* **Dataset excerpts**:
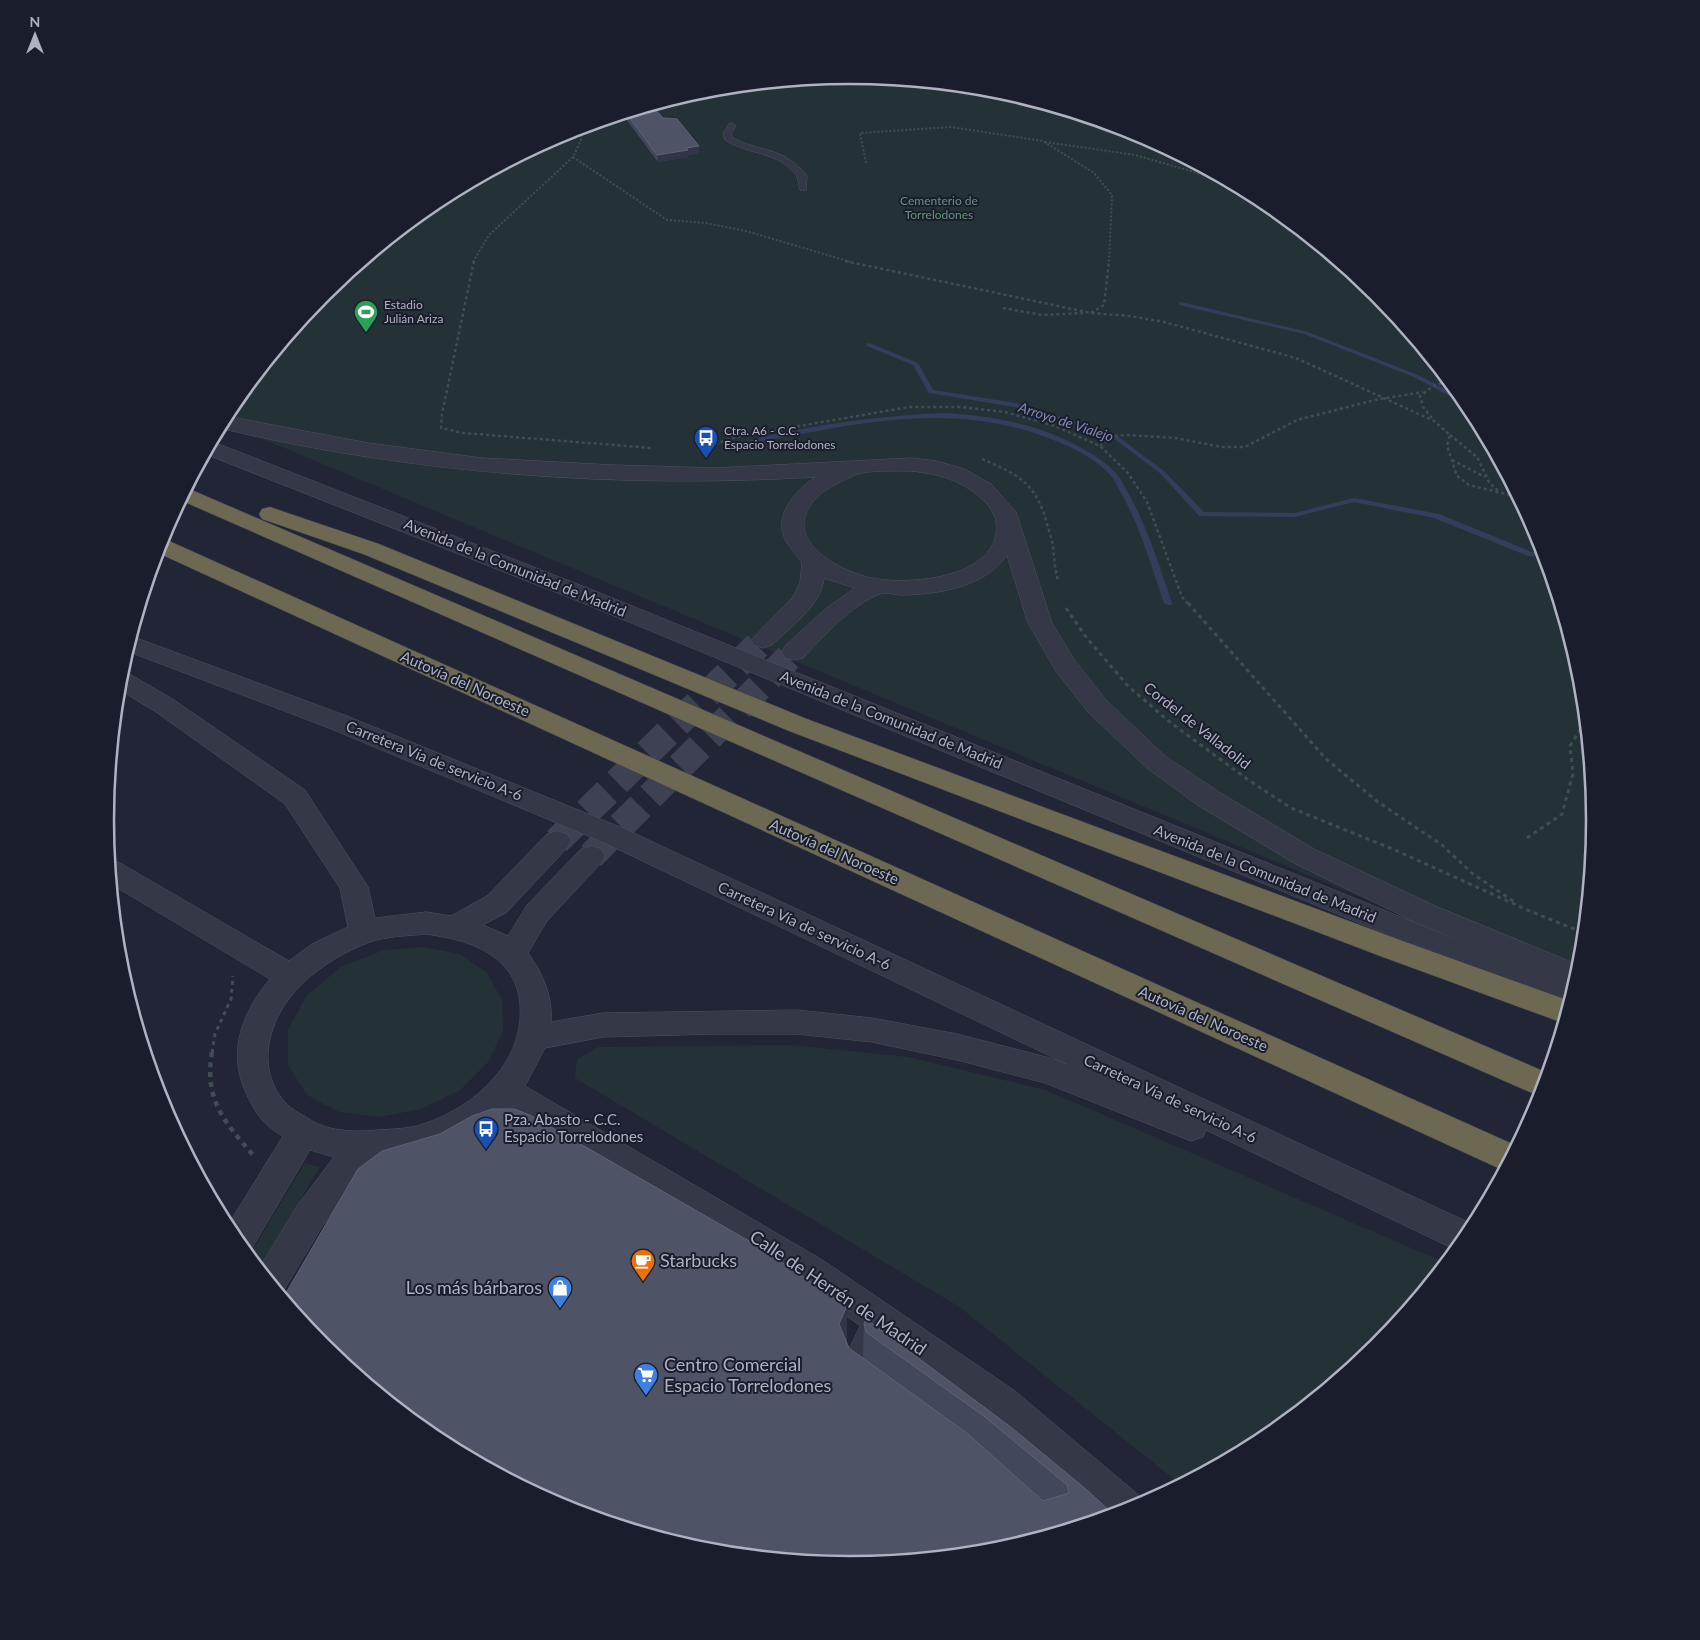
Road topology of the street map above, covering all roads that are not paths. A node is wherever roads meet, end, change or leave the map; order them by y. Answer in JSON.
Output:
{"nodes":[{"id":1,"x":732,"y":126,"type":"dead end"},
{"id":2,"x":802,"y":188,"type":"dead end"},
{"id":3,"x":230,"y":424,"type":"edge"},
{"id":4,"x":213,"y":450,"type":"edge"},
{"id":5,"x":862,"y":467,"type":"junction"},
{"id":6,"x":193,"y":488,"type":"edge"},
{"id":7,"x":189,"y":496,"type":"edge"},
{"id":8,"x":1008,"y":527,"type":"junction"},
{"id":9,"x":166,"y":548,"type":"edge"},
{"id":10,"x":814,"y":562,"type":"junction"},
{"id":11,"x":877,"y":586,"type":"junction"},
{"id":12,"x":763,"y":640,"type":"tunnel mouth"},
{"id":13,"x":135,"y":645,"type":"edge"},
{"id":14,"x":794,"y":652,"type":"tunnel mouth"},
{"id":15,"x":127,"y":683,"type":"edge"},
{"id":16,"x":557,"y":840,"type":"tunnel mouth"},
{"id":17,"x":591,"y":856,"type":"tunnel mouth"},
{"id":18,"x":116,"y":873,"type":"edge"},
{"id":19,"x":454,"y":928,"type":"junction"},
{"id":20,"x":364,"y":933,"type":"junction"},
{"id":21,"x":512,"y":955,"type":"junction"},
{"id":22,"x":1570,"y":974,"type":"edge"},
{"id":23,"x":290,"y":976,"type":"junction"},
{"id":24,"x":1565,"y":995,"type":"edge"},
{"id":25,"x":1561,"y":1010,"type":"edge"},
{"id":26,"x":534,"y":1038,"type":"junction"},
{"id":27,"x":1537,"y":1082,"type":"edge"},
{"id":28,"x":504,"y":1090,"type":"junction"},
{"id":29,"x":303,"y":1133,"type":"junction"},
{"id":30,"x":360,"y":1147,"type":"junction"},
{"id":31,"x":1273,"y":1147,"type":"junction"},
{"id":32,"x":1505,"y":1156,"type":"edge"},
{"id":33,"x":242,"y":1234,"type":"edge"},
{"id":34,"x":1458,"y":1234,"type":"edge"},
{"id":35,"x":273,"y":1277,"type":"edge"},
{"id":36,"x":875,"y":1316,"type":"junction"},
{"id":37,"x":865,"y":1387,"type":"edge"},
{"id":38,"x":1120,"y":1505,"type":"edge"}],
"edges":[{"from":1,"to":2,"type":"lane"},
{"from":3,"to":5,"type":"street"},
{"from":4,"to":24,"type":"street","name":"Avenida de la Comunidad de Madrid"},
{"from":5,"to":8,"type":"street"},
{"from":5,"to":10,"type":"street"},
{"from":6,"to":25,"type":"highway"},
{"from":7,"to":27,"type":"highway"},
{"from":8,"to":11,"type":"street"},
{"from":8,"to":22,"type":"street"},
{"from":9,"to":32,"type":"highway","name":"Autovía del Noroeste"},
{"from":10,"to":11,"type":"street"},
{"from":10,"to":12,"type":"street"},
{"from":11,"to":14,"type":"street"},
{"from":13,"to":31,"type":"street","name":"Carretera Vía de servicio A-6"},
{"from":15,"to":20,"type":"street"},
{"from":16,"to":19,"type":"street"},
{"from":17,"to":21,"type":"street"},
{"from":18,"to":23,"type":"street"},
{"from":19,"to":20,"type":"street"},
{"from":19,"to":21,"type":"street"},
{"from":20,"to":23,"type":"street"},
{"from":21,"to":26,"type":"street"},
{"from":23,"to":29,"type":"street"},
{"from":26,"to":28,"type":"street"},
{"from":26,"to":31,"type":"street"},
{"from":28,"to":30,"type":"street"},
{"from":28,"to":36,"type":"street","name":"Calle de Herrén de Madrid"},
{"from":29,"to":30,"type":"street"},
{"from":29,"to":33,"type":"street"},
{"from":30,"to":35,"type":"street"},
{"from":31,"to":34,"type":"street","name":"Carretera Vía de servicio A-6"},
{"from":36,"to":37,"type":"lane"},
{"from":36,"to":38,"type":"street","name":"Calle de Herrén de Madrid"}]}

* **Directions for this task**: Lines above that have "dead": copy each of them.

* **Written solution**:
{"nodes":[{"id":1,"x":732,"y":126,"type":"dead end"},
{"id":2,"x":802,"y":188,"type":"dead end"},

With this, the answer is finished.